I first knew her from Night Court and had my mind absolutely blown when I found out she sang Hitsville UK and then subsequently blown again when I found out she sang Paradise by the Dashboard Light. So basically she had a pretty wild ride for 10 years or so! Good for her!

This one should be a book, at least. I know it’s been proposed as a movie a few times. As near as I can tell, there has never been a biography of Sylvia Robinson published, which is a terrible shame because from the little I’ve been able to glean from halfassed online research, hers was a pretty amazing life.

She was born Sylvia Vanderpool and came to public prominence as half of Mickey and Sylvia, who had a hit with “Love is Strange” in 1956. You know, the song with “Sylvia, how do you call your loverboy?” which is referenced in both The New York Dolls’ “Trash” and Lou Reed’s “Beginning of a Great Adventure”?

Then, in 1973, she has an R&B hit as Sylvia with “Pillow Talk.” She takes her Pillow Talk money (I’m just assuming she got ripped off of her “Love is Strange” money since she was a Black recording artist in the 50’s) and starts a record label.

Which goes under, but she starts another one with the help of some shady business partners: Sugar Hill records.
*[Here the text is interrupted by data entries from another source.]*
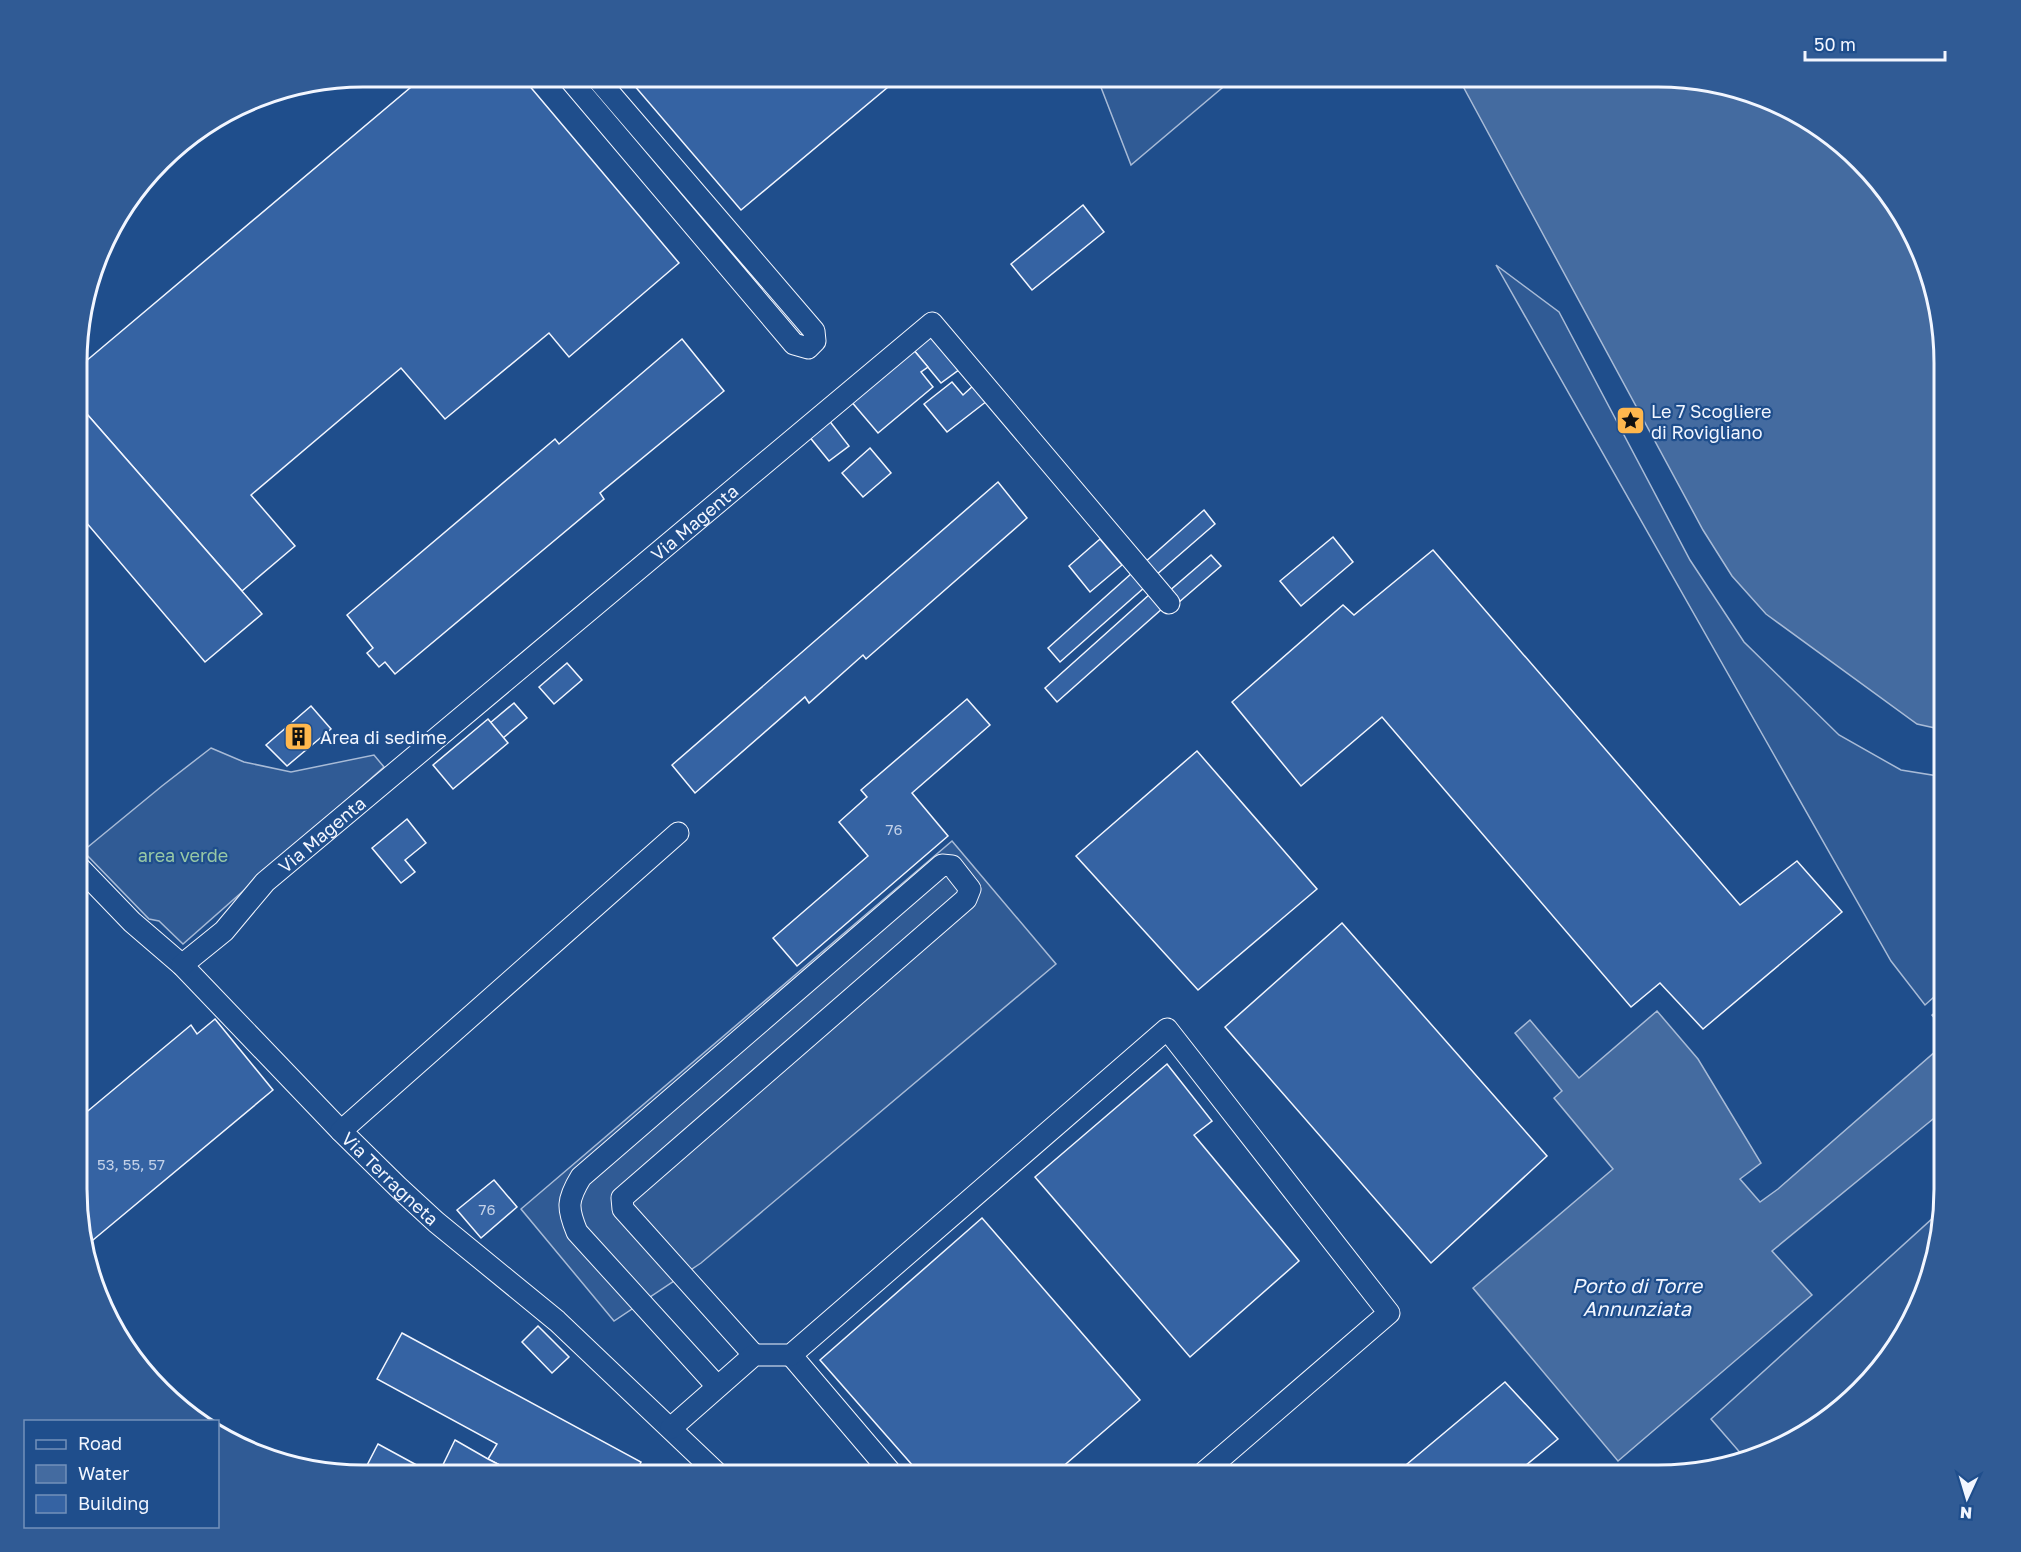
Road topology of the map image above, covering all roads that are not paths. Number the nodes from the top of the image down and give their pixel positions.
1 (577, 87) edge
2 (605, 87) edge
3 (1169, 603) dead end
4 (678, 833) dead end
5 (87, 875) edge
6 (182, 965) junction
7 (341, 1131) junction
8 (754, 1355) junction
9 (791, 1355) junction
10 (717, 1386) junction
11 (671, 1428) junction
12 (709, 1465) edge
13 (884, 1465) edge
14 (1213, 1465) edge

1 - 2 street
3 - 6 street, Via Magenta
4 - 7 street
5 - 6 street, Via Terragneta
6 - 7 street, Via Terragneta
7 - 11 street, Via Terragneta
8 - 9 street
8 - 10 street
8 - 10 street
9 - 13 street
9 - 14 street
10 - 11 street
11 - 12 street, Via Terragneta

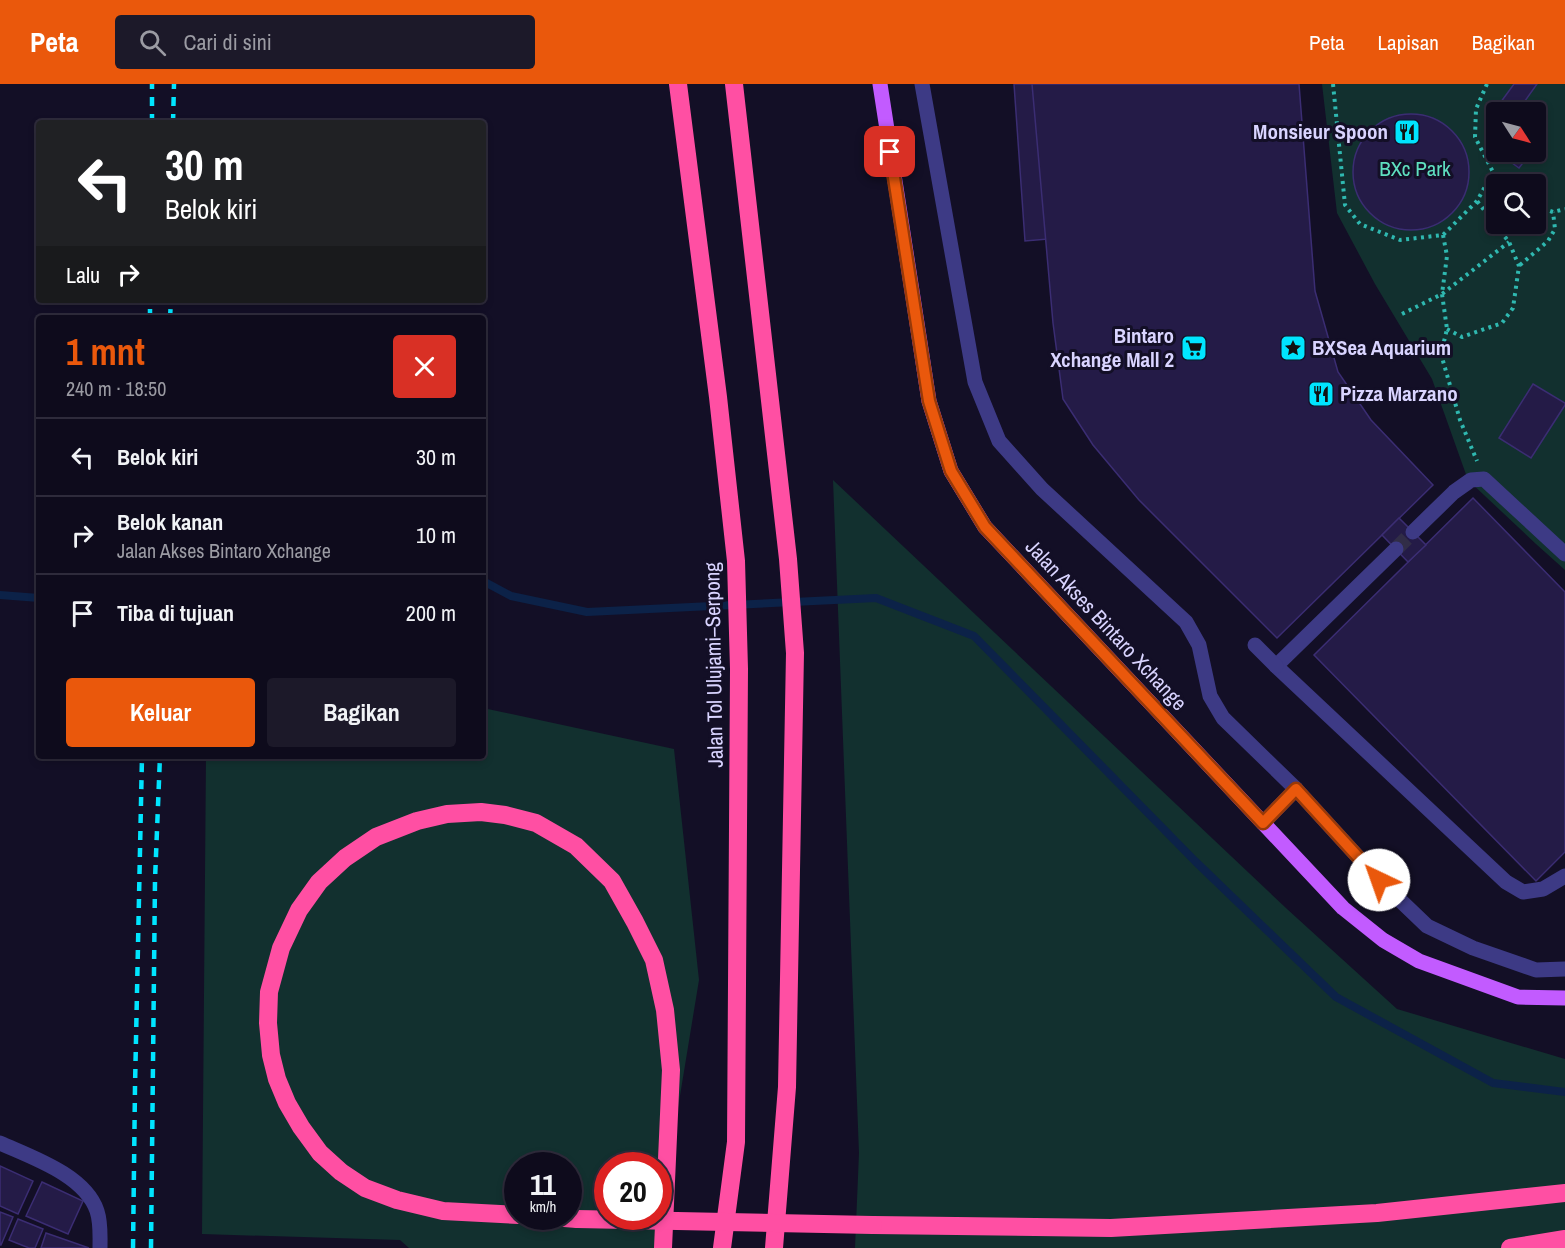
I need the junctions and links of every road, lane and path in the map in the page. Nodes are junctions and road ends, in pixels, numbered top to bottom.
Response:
1 (678, 84) edge
2 (734, 84) edge
3 (880, 84) edge
4 (922, 84) edge
5 (1333, 84) edge
6 (1487, 84) edge
7 (1493, 172) joint
8 (1477, 201) junction
9 (1565, 209) edge
10 (1546, 210) edge
11 (1553, 212) junction
12 (1443, 235) junction
13 (1509, 242) junction
14 (1519, 266) junction
15 (1442, 294) junction
16 (1402, 314) dead end
17 (1447, 329) junction
18 (1484, 479) junction
19 (1413, 532) tunnel mouth
20 (1396, 549) tunnel mouth
21 (1565, 554) edge
22 (1255, 645) dead end
23 (1276, 666) junction
24 (1296, 789) junction
25 (1263, 823) junction
26 (1565, 876) edge
27 (1565, 969) edge
28 (1565, 998) edge
29 (0, 1143) edge
30 (1565, 1193) edge
31 (504, 1214) edge
32 (582, 1219) edge
33 (1565, 1239) edge
34 (100, 1248) edge
35 (663, 1248) edge
36 (722, 1248) edge
37 (774, 1248) edge
38 (1510, 1248) edge

1 - 36 highway, Jalan Tol Ulujami–Serpong
2 - 37 highway
3 - 25 main road, Jalan Akses Bintaro Xchange
4 - 24 street
5 - 12 path
6 - 7 path
7 - 8 path
8 - 12 path
8 - 13 path
9 - 11 path
10 - 11 path
11 - 14 path
12 - 15 path
13 - 14 path
13 - 15 path
14 - 17 path
15 - 16 path
15 - 17 path
17 - 18 path
18 - 19 street
18 - 21 street
20 - 23 street
22 - 23 street
23 - 26 street
24 - 25 street
24 - 27 street
25 - 28 main road, Jalan Akses Bintaro Xchange
29 - 34 street
30 - 32 highway, bridge
31 - 35 highway
33 - 38 highway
Yep. She has the idea for and supervises the recording of “Rapper’s Delight,” thereby making her one of the foundational figures of hip hop. She later pushes Grandmaster Flash and the Furious Five to put out a song that reflects the challenges of real life, and this becomes “The Message,” probably the second most influential hip hop song of all time, right after “Rapper’s Delight.” (Both feature dumb homophobia, so if you go seeking them out, be prepared.)

Fun fact: she had the Sugar Hill Records house band play Chic’s “Good Times” as the backing track for “Rapper’s Delight” but didn’t clear it. Nile Rodgers and Bernard Edwards of Chic sued and wound up with half the royalties from “Rapper’s Delight.” Undeterred, she did the same thing when Melle Mel went to record “White Lines,” only this time the song was an obscure instrumental called “Cavern” by an obscure band called Liquid Liquid. Liquid Liquid sued and won 600k. Sugar Hill records went bankrupt and never paid the judgment.

I haven’t even gotten into the shady business partners! Just an incredibly interesting life with enormous impact on popular music. And nobody’s even written a book about her!